(Stored data begins)

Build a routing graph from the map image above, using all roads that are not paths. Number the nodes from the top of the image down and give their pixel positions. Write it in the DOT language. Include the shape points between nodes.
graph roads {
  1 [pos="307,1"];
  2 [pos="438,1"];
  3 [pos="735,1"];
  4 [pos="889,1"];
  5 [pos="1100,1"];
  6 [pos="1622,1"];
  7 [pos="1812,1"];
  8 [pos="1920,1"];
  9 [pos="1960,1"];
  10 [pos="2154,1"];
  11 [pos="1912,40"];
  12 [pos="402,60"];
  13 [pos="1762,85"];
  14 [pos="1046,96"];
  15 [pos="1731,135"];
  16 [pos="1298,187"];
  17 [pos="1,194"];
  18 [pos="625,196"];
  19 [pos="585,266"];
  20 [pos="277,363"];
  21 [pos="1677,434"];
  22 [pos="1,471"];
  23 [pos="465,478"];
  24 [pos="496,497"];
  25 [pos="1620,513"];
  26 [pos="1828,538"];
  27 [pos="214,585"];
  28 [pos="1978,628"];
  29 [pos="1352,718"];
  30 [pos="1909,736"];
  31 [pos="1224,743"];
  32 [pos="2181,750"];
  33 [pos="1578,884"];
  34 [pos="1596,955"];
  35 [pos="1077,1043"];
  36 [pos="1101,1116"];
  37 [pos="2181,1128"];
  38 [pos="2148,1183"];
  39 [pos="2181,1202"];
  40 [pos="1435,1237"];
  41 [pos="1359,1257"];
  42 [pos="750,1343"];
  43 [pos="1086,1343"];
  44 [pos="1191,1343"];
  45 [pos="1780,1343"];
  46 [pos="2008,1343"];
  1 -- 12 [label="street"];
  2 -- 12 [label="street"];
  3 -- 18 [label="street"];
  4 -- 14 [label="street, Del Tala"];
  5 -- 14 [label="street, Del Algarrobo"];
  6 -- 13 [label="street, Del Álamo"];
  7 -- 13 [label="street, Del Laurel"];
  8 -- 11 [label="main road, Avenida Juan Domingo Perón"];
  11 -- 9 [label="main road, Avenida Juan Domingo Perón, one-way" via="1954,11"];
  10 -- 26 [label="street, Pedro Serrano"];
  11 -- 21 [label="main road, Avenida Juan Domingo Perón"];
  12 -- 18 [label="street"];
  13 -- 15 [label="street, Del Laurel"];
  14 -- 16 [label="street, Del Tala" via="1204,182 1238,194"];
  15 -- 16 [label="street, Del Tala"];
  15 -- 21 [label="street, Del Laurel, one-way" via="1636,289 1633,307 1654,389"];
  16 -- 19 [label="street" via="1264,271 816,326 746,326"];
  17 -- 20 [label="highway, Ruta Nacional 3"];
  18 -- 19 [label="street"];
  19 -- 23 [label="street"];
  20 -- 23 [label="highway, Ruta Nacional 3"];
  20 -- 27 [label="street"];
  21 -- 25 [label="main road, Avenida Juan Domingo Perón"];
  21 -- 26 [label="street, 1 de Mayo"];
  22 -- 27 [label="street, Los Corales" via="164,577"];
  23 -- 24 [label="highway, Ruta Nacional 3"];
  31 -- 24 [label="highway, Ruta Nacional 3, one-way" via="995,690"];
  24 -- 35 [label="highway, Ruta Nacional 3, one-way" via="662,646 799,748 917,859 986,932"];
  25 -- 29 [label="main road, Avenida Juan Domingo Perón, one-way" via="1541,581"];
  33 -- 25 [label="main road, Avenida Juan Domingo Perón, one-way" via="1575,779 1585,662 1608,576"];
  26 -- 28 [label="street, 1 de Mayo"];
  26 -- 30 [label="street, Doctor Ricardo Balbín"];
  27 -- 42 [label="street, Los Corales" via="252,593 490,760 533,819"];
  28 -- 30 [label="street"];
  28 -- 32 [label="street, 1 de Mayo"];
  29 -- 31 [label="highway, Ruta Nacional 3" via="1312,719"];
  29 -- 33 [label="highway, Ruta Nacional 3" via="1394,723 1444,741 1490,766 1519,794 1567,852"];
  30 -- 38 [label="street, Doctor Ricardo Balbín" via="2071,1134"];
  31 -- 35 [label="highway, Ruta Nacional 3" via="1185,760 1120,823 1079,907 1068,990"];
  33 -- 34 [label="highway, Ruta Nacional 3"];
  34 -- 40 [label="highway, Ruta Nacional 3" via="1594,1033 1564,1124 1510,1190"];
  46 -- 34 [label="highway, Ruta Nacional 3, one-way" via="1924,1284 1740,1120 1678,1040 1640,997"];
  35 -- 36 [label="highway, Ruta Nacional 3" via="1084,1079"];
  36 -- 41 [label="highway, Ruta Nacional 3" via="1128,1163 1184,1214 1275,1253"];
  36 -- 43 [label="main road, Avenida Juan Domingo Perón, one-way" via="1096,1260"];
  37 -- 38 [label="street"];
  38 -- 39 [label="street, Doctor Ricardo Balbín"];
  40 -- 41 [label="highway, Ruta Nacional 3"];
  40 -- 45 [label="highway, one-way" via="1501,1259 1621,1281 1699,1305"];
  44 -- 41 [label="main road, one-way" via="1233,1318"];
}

(Stored data ends)

◆ **Assignment**: Line by line, copy the records exactly.

◆ **Response to this task**:
Build a routing graph from the map image above, using all roads that are not paths. Number the nodes from the top of the image down and give their pixel positions. Write it in the DOT language. Include the shape points between nodes.
graph roads {
  1 [pos="307,1"];
  2 [pos="438,1"];
  3 [pos="735,1"];
  4 [pos="889,1"];
  5 [pos="1100,1"];
  6 [pos="1622,1"];
  7 [pos="1812,1"];
  8 [pos="1920,1"];
  9 [pos="1960,1"];
  10 [pos="2154,1"];
  11 [pos="1912,40"];
  12 [pos="402,60"];
  13 [pos="1762,85"];
  14 [pos="1046,96"];
  15 [pos="1731,135"];
  16 [pos="1298,187"];
  17 [pos="1,194"];
  18 [pos="625,196"];
  19 [pos="585,266"];
  20 [pos="277,363"];
  21 [pos="1677,434"];
  22 [pos="1,471"];
  23 [pos="465,478"];
  24 [pos="496,497"];
  25 [pos="1620,513"];
  26 [pos="1828,538"];
  27 [pos="214,585"];
  28 [pos="1978,628"];
  29 [pos="1352,718"];
  30 [pos="1909,736"];
  31 [pos="1224,743"];
  32 [pos="2181,750"];
  33 [pos="1578,884"];
  34 [pos="1596,955"];
  35 [pos="1077,1043"];
  36 [pos="1101,1116"];
  37 [pos="2181,1128"];
  38 [pos="2148,1183"];
  39 [pos="2181,1202"];
  40 [pos="1435,1237"];
  41 [pos="1359,1257"];
  42 [pos="750,1343"];
  43 [pos="1086,1343"];
  44 [pos="1191,1343"];
  45 [pos="1780,1343"];
  46 [pos="2008,1343"];
  1 -- 12 [label="street"];
  2 -- 12 [label="street"];
  3 -- 18 [label="street"];
  4 -- 14 [label="street, Del Tala"];
  5 -- 14 [label="street, Del Algarrobo"];
  6 -- 13 [label="street, Del Álamo"];
  7 -- 13 [label="street, Del Laurel"];
  8 -- 11 [label="main road, Avenida Juan Domingo Perón"];
  11 -- 9 [label="main road, Avenida Juan Domingo Perón, one-way" via="1954,11"];
  10 -- 26 [label="street, Pedro Serrano"];
  11 -- 21 [label="main road, Avenida Juan Domingo Perón"];
  12 -- 18 [label="street"];
  13 -- 15 [label="street, Del Laurel"];
  14 -- 16 [label="street, Del Tala" via="1204,182 1238,194"];
  15 -- 16 [label="street, Del Tala"];
  15 -- 21 [label="street, Del Laurel, one-way" via="1636,289 1633,307 1654,389"];
  16 -- 19 [label="street" via="1264,271 816,326 746,326"];
  17 -- 20 [label="highway, Ruta Nacional 3"];
  18 -- 19 [label="street"];
  19 -- 23 [label="street"];
  20 -- 23 [label="highway, Ruta Nacional 3"];
  20 -- 27 [label="street"];
  21 -- 25 [label="main road, Avenida Juan Domingo Perón"];
  21 -- 26 [label="street, 1 de Mayo"];
  22 -- 27 [label="street, Los Corales" via="164,577"];
  23 -- 24 [label="highway, Ruta Nacional 3"];
  31 -- 24 [label="highway, Ruta Nacional 3, one-way" via="995,690"];
  24 -- 35 [label="highway, Ruta Nacional 3, one-way" via="662,646 799,748 917,859 986,932"];
  25 -- 29 [label="main road, Avenida Juan Domingo Perón, one-way" via="1541,581"];
  33 -- 25 [label="main road, Avenida Juan Domingo Perón, one-way" via="1575,779 1585,662 1608,576"];
  26 -- 28 [label="street, 1 de Mayo"];
  26 -- 30 [label="street, Doctor Ricardo Balbín"];
  27 -- 42 [label="street, Los Corales" via="252,593 490,760 533,819"];
  28 -- 30 [label="street"];
  28 -- 32 [label="street, 1 de Mayo"];
  29 -- 31 [label="highway, Ruta Nacional 3" via="1312,719"];
  29 -- 33 [label="highway, Ruta Nacional 3" via="1394,723 1444,741 1490,766 1519,794 1567,852"];
  30 -- 38 [label="street, Doctor Ricardo Balbín" via="2071,1134"];
  31 -- 35 [label="highway, Ruta Nacional 3" via="1185,760 1120,823 1079,907 1068,990"];
  33 -- 34 [label="highway, Ruta Nacional 3"];
  34 -- 40 [label="highway, Ruta Nacional 3" via="1594,1033 1564,1124 1510,1190"];
  46 -- 34 [label="highway, Ruta Nacional 3, one-way" via="1924,1284 1740,1120 1678,1040 1640,997"];
  35 -- 36 [label="highway, Ruta Nacional 3" via="1084,1079"];
  36 -- 41 [label="highway, Ruta Nacional 3" via="1128,1163 1184,1214 1275,1253"];
  36 -- 43 [label="main road, Avenida Juan Domingo Perón, one-way" via="1096,1260"];
  37 -- 38 [label="street"];
  38 -- 39 [label="street, Doctor Ricardo Balbín"];
  40 -- 41 [label="highway, Ruta Nacional 3"];
  40 -- 45 [label="highway, one-way" via="1501,1259 1621,1281 1699,1305"];
  44 -- 41 [label="main road, one-way" via="1233,1318"];
}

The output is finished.